This paper on a malloc() replacement that DOES COMPACTION even on C/C++ is making the rounds: https://arxiv.org/pdf/1902.04738.pdf
Scarily beautiful.
@zwol @fluffy I'd love to see a survey of how programs use signal handlers 🧐 It's hard for me to swallow these together:
* sigsegv as "game over, program is buggy"
* sigsegv as "perfectly legitimate way to catch writes to a page, who's your VMM now"
And of course I'm biased, but using this allocator on a memory safe language seems like a wonderful opportunity.
@federicomena @zwol chained handlers are a thing and segfaults are already a natural part of how mmap() et al work. Not to mention virtual memory in general. There’s definitely some care you need to take in chaining sigsegv due to the prevalence of crash reporters and such though. I don’t see this as something you’d want to LD_PRELOAD willy-nilly
@fluffy @zwol yeah, the paper mentions that they only do their wait-until-remapped thing in the sigsegv handler only if the pointer in question is known to the Mesh allocator. I haven't read the code to see if it chains to other handlers if it isn't, but
a) that sounds like the right thing to do, anyway;
b) I have absolutely no clue how they deal with the order of initialization of the handlers :)
@federicomena @zwol yeah and I assume the allocator itself tries to encourage offsets to be non-overlapping in the first place. But that’s just preloading the fragmentation instead...
@federicomena @zwol I guess my big question about this is whether it’s actually beneficial in actual usage - intuitively I feel like the chance of two pages having non-overlapping allocation offsets isn’t going to be much higher than the chance of a page having no allocations at all, and the OS VMM can already defragment physical allocations in the latter case.
@federicomena @zwol ah ok, I only skimmed beyond the overview :)
@federicomena @fluffy I was thinking about this with my “occasional contributor to glibc” hat on, and the issue there is that signal handlers are process globals, which means libraries mustn’t touch them. Also, come to think of it, nothing stops you from using sigprocmask to block delivery of SIGSEGV and (hurriedly writes test program) this causes both Linux and BSD kernels to kill the process instead of invoking a handler.

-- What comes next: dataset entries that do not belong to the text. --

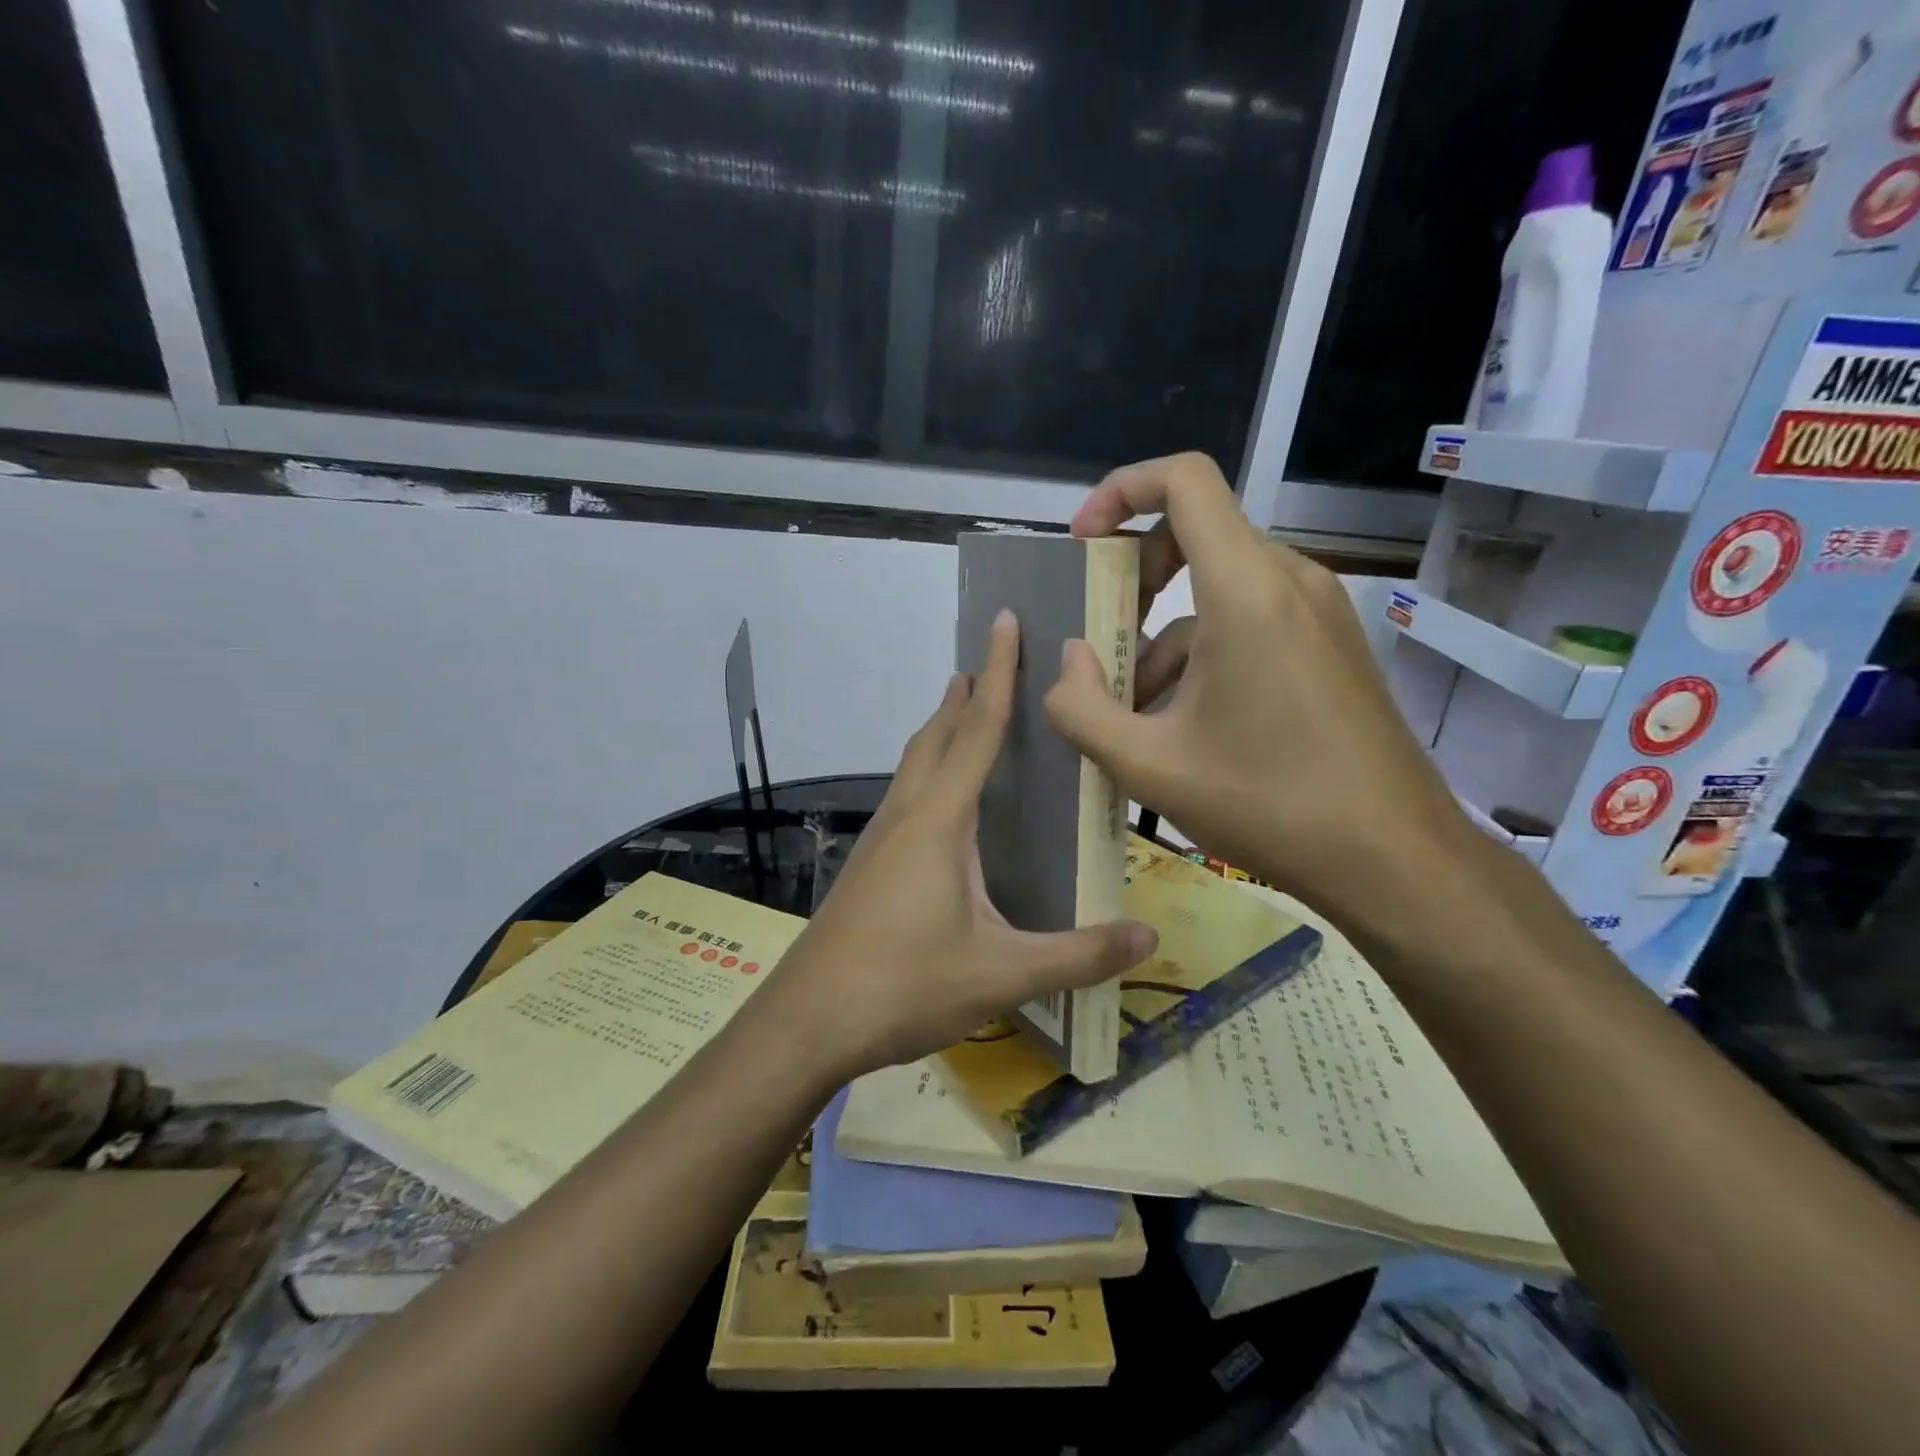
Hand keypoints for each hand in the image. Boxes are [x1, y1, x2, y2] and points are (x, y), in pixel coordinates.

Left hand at [768, 609, 1156, 1079]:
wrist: (808, 1021)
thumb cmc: (904, 985)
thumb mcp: (1001, 974)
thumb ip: (1077, 956)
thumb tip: (1149, 938)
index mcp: (941, 820)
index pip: (978, 729)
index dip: (998, 673)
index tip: (1004, 620)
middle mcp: (907, 814)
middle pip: (938, 735)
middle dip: (966, 693)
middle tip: (990, 662)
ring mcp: (880, 839)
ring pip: (915, 764)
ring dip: (942, 730)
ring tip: (965, 712)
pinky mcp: (869, 864)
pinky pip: (905, 795)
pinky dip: (929, 771)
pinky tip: (941, 804)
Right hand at [1042, 452, 1471, 931]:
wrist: (1394, 860)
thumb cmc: (1268, 805)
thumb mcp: (1148, 766)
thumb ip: (1081, 709)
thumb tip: (1068, 660)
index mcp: (1246, 590)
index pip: (1184, 481)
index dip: (1121, 492)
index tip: (1082, 545)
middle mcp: (1289, 581)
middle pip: (1196, 534)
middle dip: (1133, 580)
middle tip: (1099, 639)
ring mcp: (1318, 613)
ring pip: (1218, 591)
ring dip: (1162, 638)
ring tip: (1136, 717)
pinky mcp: (1329, 646)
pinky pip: (1250, 622)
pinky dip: (1204, 655)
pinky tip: (1187, 728)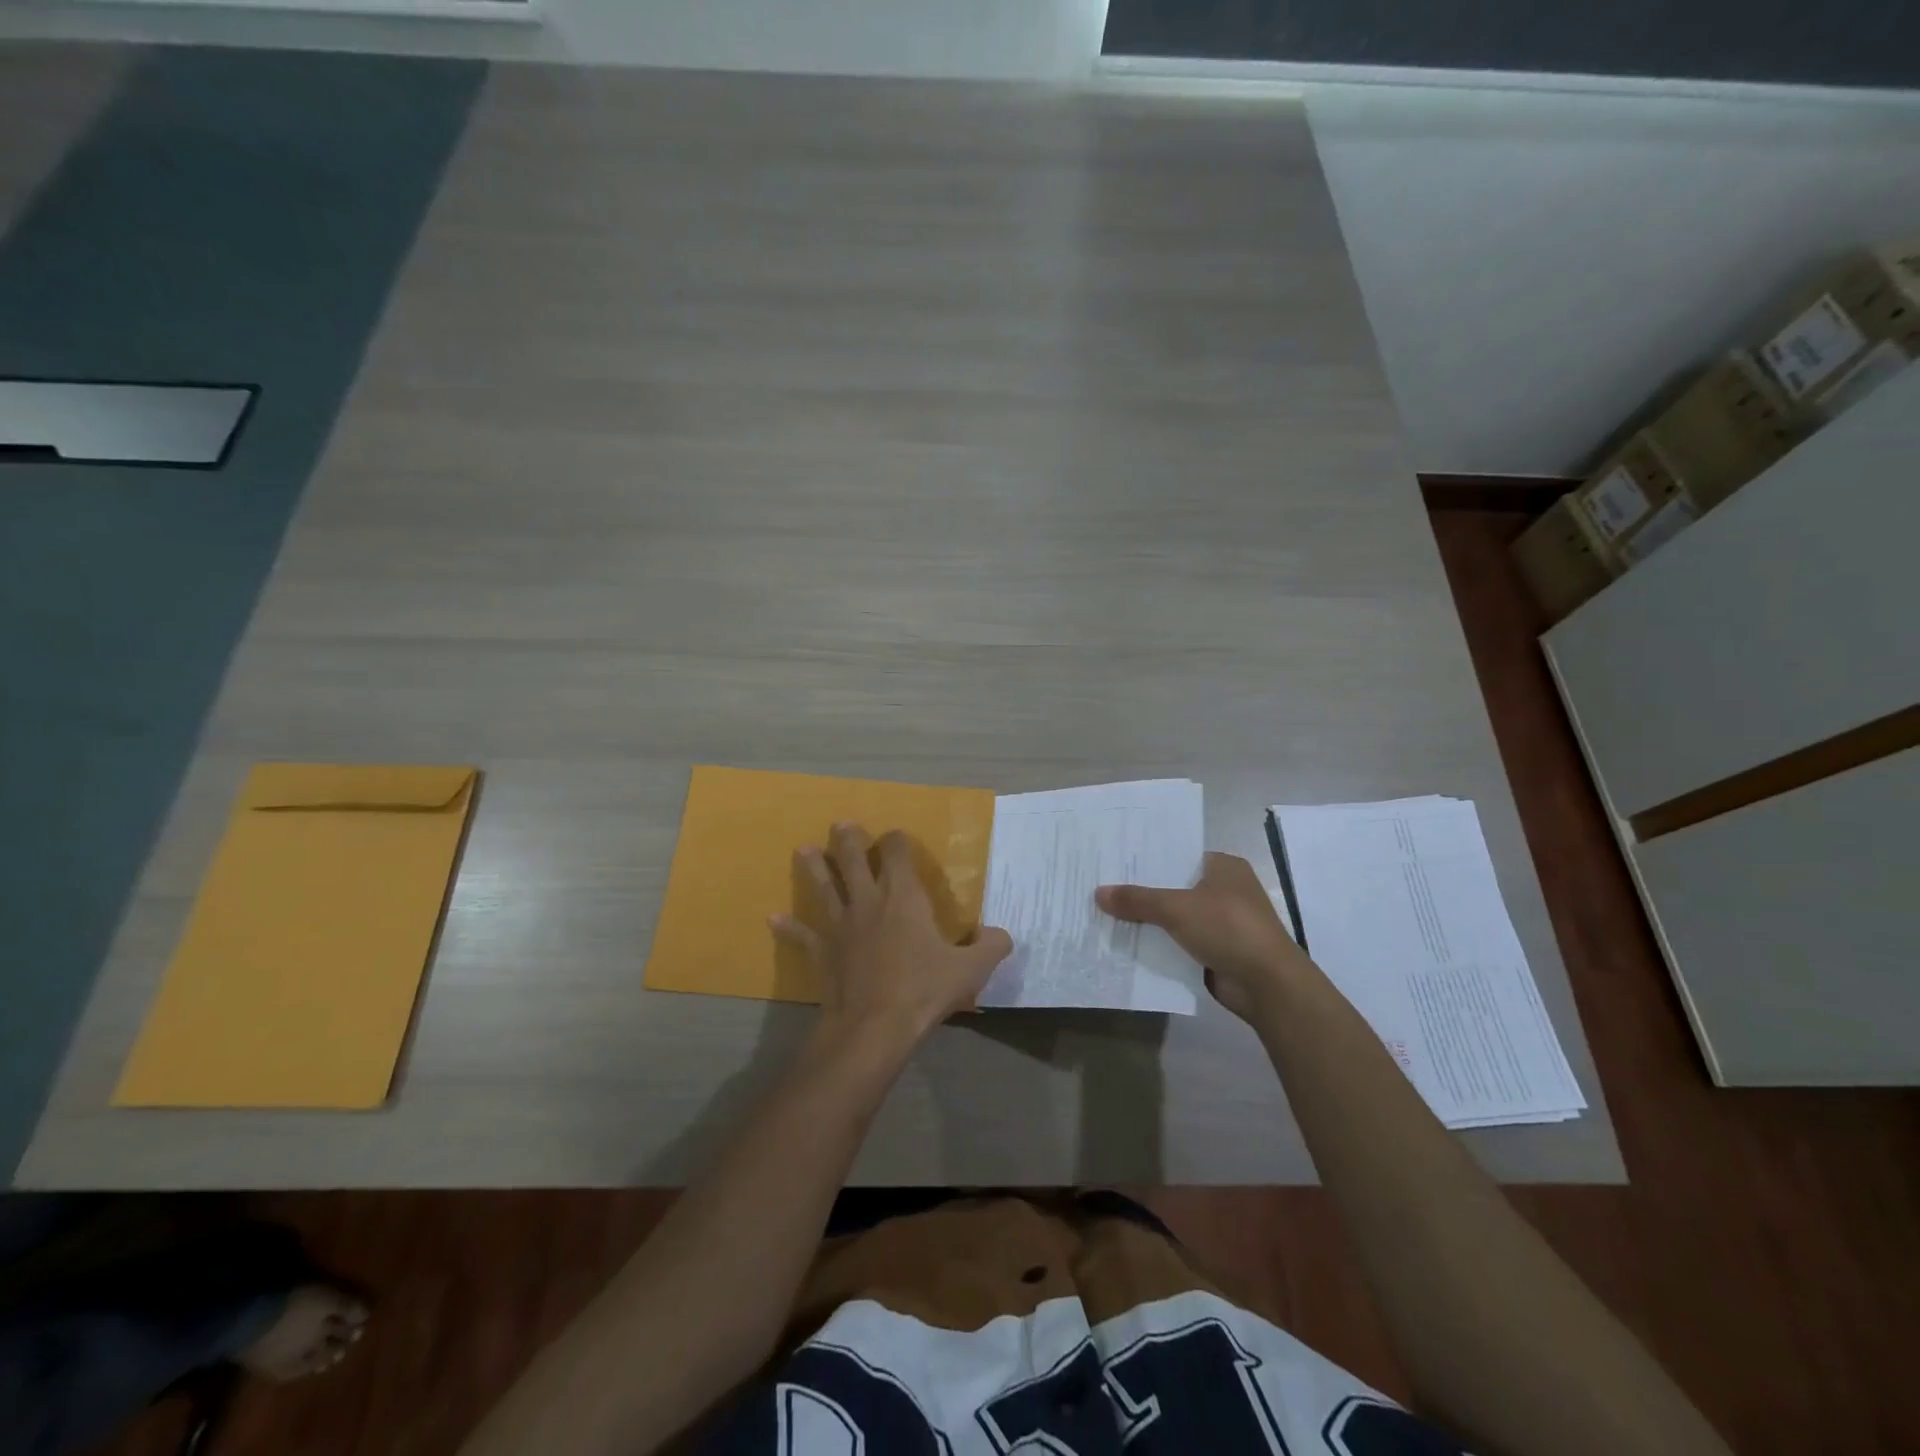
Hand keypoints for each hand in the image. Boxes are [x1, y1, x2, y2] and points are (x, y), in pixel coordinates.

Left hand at [772, 823, 1013, 1051]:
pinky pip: (802, 934)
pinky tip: (772, 919)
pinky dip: (787, 926)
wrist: (874, 1026)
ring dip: (815, 867)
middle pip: (854, 859)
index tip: (897, 838)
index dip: (897, 840)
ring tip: (804, 850)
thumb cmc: (923, 990)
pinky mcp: (821, 950)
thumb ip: (991, 946)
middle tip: (842, 825)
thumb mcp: (971, 969)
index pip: (897, 852)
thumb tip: (1001, 934)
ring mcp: (840, 924)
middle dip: (849, 839)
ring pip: (824, 887)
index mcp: (903, 897)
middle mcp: (868, 900)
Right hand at [1096, 852, 1309, 1020]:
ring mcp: (1223, 922)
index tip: (1114, 860)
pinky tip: (1128, 943)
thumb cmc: (1227, 928)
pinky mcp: (1218, 950)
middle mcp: (1225, 889)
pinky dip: (1160, 944)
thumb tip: (1098, 893)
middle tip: (1102, 886)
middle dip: (1143, 891)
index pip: (1178, 854)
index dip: (1147, 858)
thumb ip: (1137, 900)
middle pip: (1174, 886)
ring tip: (1106, 914)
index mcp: (1224, 867)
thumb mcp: (1176, 908)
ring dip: (1149, 920)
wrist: (1268, 984)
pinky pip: (1180, 941)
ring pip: (1176, 916)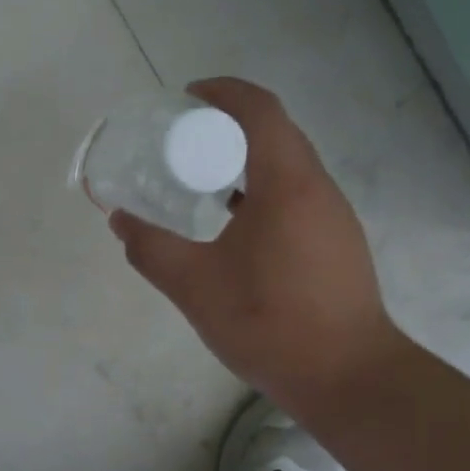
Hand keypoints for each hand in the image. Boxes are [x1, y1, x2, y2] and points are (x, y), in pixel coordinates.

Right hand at [110, 78, 404, 414]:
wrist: (349, 378)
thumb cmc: (271, 323)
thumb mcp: (195, 286)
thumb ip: (151, 249)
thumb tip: (120, 220)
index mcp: (288, 184)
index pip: (260, 110)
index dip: (224, 92)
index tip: (187, 97)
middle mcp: (318, 189)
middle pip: (276, 132)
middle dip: (229, 124)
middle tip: (184, 141)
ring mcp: (333, 217)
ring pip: (288, 166)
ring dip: (246, 160)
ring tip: (202, 182)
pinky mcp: (337, 243)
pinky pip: (296, 195)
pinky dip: (262, 190)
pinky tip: (234, 226)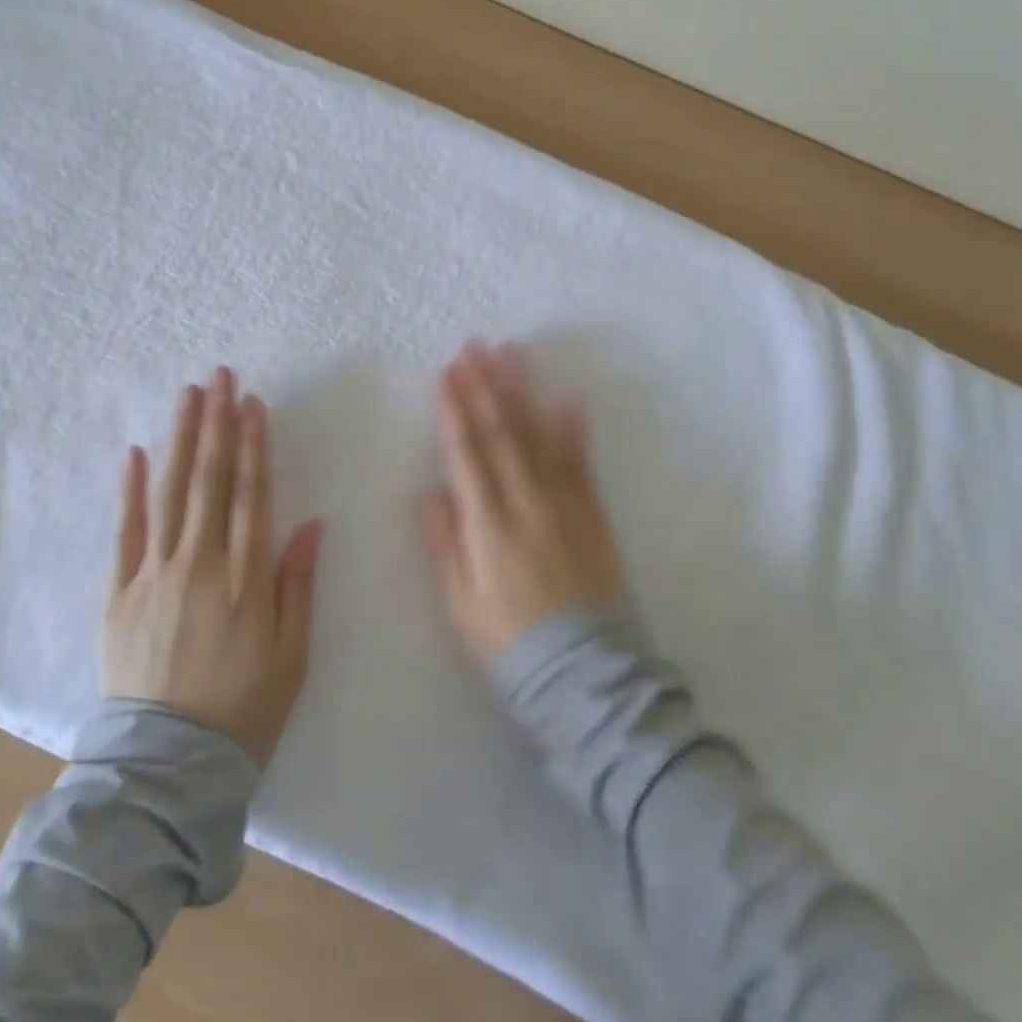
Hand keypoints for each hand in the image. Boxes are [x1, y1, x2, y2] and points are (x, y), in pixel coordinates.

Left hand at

@federicomena @fluffy Chained handlers are a thing, yes, but not one I would consider reliable enough to use in the guts of malloc. That’s me though.
@zwol @federicomena yeah that’s absolutely fair and I would expect anyone who’s using this allocator to specifically know they’re doing it and only use LD_PRELOAD as a reliable means of overriding the libc one. Because overriding a default allocator in C++ at the language level is a gigantic pain in the butt.
@fluffy @federicomena I’m pretty seriously thinking about writing a variant that stops the world during copies and doing some benchmark bake-offs. It might not be slower, and stopping the world is, oddly enough, something the C library *can* safely do
@federicomena @fluffy as another thing https://sourceware.org/git/?p=glibc.git;a=blob;f=nptl/allocatestack.c;hb=HEAD#l1120 can do. (yes, it's horrible.)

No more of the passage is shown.